(Data entries)
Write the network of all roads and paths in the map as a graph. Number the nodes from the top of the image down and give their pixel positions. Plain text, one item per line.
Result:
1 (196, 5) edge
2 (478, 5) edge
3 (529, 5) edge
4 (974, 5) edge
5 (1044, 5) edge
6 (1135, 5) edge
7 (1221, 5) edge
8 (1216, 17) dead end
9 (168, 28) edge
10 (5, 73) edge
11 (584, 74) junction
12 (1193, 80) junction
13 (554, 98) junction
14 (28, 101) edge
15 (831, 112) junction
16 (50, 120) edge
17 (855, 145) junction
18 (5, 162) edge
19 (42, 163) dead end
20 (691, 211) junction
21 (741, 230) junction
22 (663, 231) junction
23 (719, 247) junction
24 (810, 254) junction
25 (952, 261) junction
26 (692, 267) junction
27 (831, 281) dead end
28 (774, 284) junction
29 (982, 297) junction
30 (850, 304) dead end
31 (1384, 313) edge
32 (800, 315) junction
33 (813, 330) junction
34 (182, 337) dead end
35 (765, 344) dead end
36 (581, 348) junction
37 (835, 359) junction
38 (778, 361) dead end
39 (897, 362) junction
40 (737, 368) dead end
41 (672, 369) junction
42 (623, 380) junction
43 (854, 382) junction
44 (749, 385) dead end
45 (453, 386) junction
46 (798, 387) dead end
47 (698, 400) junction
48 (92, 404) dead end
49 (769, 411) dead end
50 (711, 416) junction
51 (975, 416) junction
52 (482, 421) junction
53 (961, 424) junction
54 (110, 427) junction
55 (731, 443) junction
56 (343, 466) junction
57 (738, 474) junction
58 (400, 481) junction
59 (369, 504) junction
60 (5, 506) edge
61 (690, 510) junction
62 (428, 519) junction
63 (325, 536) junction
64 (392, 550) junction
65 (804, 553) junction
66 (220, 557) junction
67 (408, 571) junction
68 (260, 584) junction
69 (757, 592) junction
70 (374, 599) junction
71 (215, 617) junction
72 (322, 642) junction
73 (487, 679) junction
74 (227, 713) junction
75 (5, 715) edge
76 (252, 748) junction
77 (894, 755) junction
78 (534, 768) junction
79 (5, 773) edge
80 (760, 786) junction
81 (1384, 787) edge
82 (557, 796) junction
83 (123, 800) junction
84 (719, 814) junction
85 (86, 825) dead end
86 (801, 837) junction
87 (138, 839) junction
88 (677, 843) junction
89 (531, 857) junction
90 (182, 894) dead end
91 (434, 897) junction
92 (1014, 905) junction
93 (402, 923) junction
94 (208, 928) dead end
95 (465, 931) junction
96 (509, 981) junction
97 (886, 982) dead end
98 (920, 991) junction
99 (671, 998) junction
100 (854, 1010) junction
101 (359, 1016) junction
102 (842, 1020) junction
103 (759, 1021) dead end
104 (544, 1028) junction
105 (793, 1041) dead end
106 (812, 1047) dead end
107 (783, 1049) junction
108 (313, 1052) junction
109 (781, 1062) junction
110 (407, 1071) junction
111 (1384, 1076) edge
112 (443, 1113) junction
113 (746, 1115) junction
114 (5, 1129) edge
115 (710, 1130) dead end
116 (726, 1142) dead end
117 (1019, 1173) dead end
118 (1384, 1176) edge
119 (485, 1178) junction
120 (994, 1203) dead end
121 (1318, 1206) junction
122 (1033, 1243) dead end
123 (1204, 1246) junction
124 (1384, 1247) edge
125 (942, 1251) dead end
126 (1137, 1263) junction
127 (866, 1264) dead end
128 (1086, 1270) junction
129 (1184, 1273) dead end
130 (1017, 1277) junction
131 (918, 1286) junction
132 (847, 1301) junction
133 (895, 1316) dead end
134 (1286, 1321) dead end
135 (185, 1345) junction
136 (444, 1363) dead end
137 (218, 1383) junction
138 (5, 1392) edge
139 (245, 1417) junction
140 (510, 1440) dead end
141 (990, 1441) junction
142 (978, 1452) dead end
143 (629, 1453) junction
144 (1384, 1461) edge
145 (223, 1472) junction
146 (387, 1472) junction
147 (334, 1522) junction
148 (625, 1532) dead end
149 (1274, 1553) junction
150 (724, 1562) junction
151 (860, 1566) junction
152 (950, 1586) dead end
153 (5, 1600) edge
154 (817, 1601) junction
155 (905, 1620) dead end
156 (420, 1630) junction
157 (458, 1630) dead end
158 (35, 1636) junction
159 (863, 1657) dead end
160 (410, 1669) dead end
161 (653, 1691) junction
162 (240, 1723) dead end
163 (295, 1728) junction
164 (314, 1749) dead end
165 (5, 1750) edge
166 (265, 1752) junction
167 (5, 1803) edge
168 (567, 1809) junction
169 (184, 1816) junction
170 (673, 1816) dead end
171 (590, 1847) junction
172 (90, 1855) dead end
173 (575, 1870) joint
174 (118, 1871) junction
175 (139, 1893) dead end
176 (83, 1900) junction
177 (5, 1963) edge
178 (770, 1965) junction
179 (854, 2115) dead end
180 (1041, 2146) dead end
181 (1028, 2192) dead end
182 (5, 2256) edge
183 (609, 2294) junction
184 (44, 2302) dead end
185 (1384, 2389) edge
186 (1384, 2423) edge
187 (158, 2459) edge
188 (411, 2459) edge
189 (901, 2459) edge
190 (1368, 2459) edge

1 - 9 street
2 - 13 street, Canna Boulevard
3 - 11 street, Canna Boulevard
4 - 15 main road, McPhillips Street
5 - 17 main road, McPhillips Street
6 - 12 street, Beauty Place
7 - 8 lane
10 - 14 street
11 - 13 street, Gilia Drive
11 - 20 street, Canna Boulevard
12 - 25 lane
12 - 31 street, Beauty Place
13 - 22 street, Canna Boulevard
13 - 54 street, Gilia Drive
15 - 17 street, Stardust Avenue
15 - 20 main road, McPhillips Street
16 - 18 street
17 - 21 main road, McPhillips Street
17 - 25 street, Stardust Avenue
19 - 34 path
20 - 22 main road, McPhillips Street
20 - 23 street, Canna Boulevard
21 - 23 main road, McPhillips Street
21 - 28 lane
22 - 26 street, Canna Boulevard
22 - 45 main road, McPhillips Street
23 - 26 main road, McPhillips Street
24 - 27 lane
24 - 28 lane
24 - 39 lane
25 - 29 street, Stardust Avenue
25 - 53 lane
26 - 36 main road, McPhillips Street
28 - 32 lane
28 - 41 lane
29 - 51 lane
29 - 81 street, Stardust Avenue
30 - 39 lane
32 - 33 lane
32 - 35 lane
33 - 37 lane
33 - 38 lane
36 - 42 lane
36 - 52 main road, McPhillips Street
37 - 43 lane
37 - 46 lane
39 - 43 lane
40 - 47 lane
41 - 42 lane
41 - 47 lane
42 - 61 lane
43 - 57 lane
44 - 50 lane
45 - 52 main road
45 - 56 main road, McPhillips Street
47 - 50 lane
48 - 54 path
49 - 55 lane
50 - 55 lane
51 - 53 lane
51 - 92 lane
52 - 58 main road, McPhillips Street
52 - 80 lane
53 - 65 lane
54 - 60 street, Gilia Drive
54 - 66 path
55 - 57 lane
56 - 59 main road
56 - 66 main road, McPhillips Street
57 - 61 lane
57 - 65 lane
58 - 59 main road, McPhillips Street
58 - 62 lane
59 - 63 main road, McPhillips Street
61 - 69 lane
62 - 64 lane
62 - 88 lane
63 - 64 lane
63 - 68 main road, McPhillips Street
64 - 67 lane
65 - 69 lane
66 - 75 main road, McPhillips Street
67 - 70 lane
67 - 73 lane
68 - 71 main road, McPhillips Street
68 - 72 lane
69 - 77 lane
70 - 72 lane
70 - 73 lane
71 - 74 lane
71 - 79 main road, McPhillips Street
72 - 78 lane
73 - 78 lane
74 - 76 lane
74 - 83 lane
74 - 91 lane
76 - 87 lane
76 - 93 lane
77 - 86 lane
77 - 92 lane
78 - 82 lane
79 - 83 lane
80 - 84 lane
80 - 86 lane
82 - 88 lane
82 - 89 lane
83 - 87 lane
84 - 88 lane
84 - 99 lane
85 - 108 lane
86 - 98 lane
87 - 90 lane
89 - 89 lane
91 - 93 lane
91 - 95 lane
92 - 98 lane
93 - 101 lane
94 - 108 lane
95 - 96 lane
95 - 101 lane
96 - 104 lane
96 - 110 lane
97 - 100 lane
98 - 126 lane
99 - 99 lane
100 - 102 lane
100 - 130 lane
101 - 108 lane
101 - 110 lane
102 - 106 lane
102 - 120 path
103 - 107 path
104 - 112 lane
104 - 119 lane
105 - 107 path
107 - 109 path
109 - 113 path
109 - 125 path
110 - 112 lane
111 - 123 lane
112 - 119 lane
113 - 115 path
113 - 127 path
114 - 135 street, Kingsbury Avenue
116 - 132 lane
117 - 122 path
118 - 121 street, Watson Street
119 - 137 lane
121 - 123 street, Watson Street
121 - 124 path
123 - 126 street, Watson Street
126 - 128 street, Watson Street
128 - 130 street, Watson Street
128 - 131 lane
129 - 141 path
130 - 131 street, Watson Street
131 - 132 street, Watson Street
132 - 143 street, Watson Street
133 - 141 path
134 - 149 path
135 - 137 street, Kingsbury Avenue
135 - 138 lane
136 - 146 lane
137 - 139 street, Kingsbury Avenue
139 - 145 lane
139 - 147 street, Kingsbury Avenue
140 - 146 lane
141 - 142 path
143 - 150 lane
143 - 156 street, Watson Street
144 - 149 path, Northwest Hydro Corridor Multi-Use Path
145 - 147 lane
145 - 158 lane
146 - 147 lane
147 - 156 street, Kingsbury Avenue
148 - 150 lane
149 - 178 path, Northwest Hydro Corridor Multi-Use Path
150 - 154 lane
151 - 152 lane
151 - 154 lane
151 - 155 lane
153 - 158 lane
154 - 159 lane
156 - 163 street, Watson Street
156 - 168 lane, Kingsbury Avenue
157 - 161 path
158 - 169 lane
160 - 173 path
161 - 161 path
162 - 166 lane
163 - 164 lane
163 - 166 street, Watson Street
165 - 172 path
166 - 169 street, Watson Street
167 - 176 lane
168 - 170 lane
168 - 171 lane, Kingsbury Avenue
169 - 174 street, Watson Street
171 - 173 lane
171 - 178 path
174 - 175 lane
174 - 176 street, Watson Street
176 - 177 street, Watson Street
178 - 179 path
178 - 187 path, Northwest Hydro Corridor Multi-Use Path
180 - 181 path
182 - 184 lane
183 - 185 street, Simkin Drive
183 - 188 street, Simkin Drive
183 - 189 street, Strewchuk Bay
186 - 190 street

◆ **Exercise goal**
Search the data above for the word "Corridor". Copy each line it is in.

◆ **Task response**
144 - 149 path, Northwest Hydro Corridor Multi-Use Path
149 - 178 path, Northwest Hydro Corridor Multi-Use Path
178 - 187 path, Northwest Hydro Corridor Multi-Use Path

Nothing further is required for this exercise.